For a few reasons, I found it easy to like The Lost King. Sally Hawkins is ideal casting as Langley—the actress is so grounded, so averse to audience-pandering, she navigates the script’s manufactured showdowns and makes you believe in this character’s eccentric pluck. The fact that she is physically tiny compared to the university gatekeepers (Mark Addy among them) is an added bonus. Coogan has written himself an admirably peripheral role, as Langley’s superficial but genial ex-husband, and this relationship is a nicely unusual stroke.
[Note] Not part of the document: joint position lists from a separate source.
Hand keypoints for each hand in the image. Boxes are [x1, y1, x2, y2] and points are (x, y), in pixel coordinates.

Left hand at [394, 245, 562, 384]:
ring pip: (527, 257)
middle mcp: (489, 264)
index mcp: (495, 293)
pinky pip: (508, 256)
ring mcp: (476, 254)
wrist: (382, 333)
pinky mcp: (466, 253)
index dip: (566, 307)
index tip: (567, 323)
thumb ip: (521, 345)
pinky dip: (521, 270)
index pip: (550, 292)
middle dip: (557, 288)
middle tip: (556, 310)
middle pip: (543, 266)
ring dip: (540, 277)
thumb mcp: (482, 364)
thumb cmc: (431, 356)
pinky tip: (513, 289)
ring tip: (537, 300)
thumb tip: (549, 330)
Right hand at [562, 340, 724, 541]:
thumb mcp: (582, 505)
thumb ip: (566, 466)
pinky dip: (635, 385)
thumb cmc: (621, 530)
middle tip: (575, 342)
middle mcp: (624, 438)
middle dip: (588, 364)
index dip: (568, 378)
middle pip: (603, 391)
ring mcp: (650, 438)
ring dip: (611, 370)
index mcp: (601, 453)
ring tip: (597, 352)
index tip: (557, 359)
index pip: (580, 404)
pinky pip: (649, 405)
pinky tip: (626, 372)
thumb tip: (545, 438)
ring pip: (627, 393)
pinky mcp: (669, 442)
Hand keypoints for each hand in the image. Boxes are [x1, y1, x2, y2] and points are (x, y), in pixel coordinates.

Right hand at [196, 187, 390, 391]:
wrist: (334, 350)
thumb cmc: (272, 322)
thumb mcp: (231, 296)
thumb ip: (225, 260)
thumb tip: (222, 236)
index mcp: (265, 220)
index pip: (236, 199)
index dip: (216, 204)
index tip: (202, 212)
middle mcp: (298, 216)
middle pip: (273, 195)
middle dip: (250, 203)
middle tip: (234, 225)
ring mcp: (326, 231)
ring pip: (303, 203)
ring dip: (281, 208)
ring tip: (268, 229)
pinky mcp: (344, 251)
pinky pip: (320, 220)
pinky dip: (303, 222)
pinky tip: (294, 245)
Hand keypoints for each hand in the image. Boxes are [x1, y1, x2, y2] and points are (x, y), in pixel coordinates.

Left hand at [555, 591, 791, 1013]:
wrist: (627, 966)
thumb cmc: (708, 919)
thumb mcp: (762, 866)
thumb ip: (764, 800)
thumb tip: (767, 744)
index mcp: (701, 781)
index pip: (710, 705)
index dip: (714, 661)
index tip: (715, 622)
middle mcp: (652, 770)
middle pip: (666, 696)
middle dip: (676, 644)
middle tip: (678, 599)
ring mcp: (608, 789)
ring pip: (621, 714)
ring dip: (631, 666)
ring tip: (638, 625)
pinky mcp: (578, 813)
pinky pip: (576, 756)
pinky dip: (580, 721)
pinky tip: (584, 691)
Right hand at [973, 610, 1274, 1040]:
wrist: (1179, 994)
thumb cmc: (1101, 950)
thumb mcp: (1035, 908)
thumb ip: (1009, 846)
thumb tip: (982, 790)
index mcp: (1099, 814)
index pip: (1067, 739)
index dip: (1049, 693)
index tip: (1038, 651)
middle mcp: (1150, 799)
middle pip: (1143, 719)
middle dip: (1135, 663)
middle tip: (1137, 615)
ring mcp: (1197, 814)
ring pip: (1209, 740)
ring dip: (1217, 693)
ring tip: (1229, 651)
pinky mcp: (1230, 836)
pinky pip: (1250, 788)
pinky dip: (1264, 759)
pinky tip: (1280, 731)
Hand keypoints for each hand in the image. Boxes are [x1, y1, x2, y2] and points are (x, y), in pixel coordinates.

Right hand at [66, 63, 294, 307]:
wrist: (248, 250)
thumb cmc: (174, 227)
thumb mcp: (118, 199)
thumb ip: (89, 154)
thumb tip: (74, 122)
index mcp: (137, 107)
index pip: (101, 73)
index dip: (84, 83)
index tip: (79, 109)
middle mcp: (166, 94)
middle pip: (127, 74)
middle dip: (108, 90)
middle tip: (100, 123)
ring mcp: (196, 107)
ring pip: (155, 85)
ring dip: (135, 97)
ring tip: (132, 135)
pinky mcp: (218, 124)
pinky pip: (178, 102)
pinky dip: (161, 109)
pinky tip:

All of these things are in Frears’ wheelhouse, and so is the film’s underdog, chip-on-its-shoulder attitude (also the bread and butter of Coogan’s comedy). This is a script that might easily have given itself over to quirk, and coasted by on a few David and Goliath emotional beats, but this is a case where the Frears touch might be the difference-maker. An invisible director, maybe, but when the modest pleasures of a movie like this are so well managed, you can appreciate the usefulness of his barefoot way.
March 24, 2023
Robert Horton is a member of the National Society of Film Critics.